Yeah - Busey's still on the go.

Plato's run - top film, good mine sequence in it!

Check out 'I'm with Busey is you get a chance - it was an American fly on the wall thing where a journo guy followed Busey around to get an insight into the great man's life.

One of the best episodes was when he took the journo guy to find his spirit guide in the desert and trashed the campsite saying that they didn't need all the camping **** and food as they would live off the land and sleep under the stars - the wee guy was shitting himself - Gary was looking crazed!

heartparty


----------



## Mrcrowley (Apr 23, 2003)

I mainly remember him as MR georgia? or something in Lethal Weapon.
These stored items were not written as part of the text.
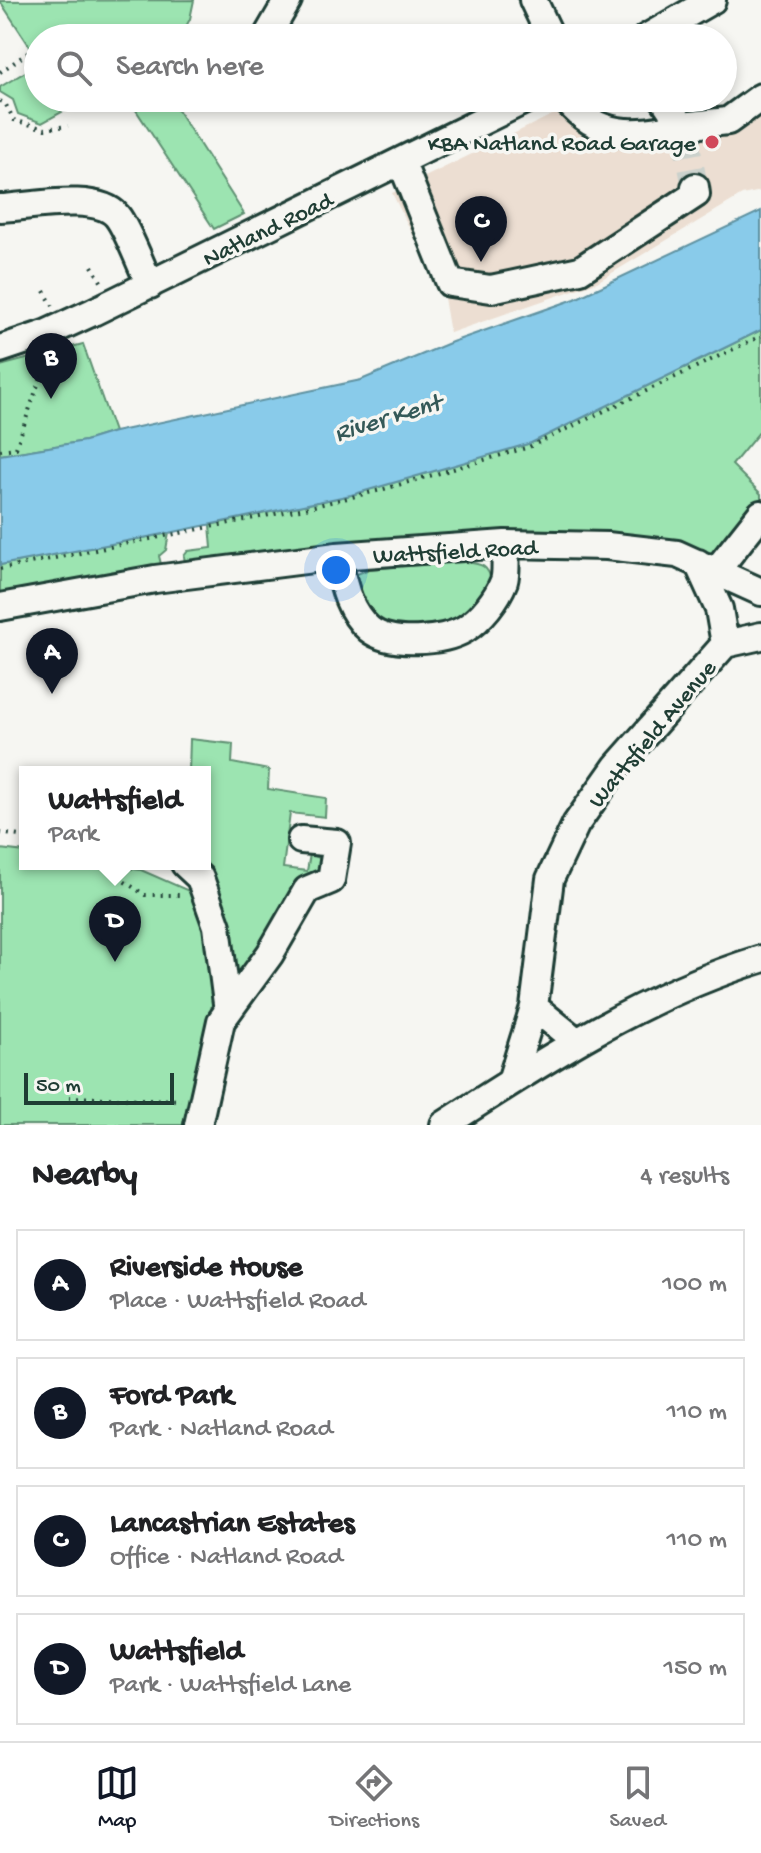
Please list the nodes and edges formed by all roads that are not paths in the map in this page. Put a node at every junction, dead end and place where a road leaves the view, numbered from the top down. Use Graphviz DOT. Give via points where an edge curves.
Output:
graph roads {
  1 [pos="288,0"];
  2 [pos="533,0"];
  3 [pos="712,0"];
  4 [pos="274,24"];
  5 [pos="544,24"];
  6 [pos="670,24"];
  7 [pos="761,97"];
  8 [pos="501,112"];
  9 [pos="576,112"];
  10 [pos="672,112"];
  11 [pos="683,128"];
  12 [pos="401,161"];
  13 [pos="695,187"];
  14 [pos="0,208"];
  15 [pos="150,285"];
  16 [pos="0,349"];
  17 [pos="761,514"];
  18 [pos="505,544"];
  19 [pos="337,556"];
  20 [pos="707,567"];
  21 [pos="761,592"];
  22 [pos="0,607"];
  23 [pos="761,636"];
  24 [pos="725,644"];
  25 [pos="301,840"];
  26 [pos="191,870"];
  27 [pos="761,959"];
  28 [pos="534,1007"];
  29 [pos="228,1011"];
  30 [pos="576,1041"];
  31 [pos="511,1081"];
  32 [pos="200,1113"];
  33 [pos="444,1125"];
  1 -- 4 [label="street"];
  2 -- 5 [label="street"];
  3 -- 6 [label="street"];
  7 -- 11 [label="street" via="728,121"];
  8 -- 12 [label="street, Natland Road"];
  9 -- 11 [label="street" via="613,131 639,134"];
  10 -- 11 [label="street"];
  12 -- 13 [label="street" via="450,283 491,289 580,270 696,194"];
  12 -- 15 [label="street, Natland Road"];
  14 -- 15 [label="street" via="97,204 116,215"];
  15 -- 16 [label="street, Natland Road"];
  17 -- 20 [label="street"];
  18 -- 19 [label="street, Wattsfield Road"];
  18 -- 19 [label="street" via="504,580 483,615 462,630 431,639 400,640 370,630 346,595"];
  18 -- 20 [label="street, Wattsfield Road" via="607,546 677,554"];
  19 -- 22 [label="street, Wattsfield Road" via="155,579"];
  20 -- 21 [label="street, Wattsfield Road"];
  20 -- 24 [label="street, Wattsfield Avenue"];
  23 -- 24 [label="street, Wattsfield Avenue"];
  24 -- 28 [label="street, Wattsfield Avenue" via="617,766 576,824 550,879"];
  25 -- 29 [label="street" via="337,843 331,880 307,890 270,954"];
  26 -- 29 [label="street" via="200,878 217,926"];
  27 -- 30 [label="street" via="660,999"];
  28 -- 30 [label="street"];
  28 -- 31 [label="street, Wattsfield Avenue"];
  29 -- 32 [label="street" via="221,1021"];
  30 -- 31 [label="street"];
  31 -- 33 [label="street"];
}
Nasty bloke.


----------



## heartyparty (Nov 12, 2006)

Mr Joshua!!


----------



## Alas (Jun 18, 2006)

Loved him in Under Seige where himself and Tommy Lee Jones tried to out-mad each other









Mind you they were up against something else that was grabbing the audiences attention.








Especially when it came out the cake.


----------



## heartyparty (Nov 12, 2006)

Ahh yes - that was alo Mr Busey's first outing in a dress on the big screen (I think!?) as he camped it up for the troops in one memorable scene.

A trend he has since continued to repeat in some other films too.....I'm sure he played a bi-curious cop in Fear and Loathin in las Vegas too - it may have been another film though!

Keep the Busey posts a 'comin...!

heartyparty


----------



## Bladerunner (Jun 4, 2006)

I think he was in the mini series _Into The West_ as well, wasn't he?









In charge of a wagon train, possibly.


----------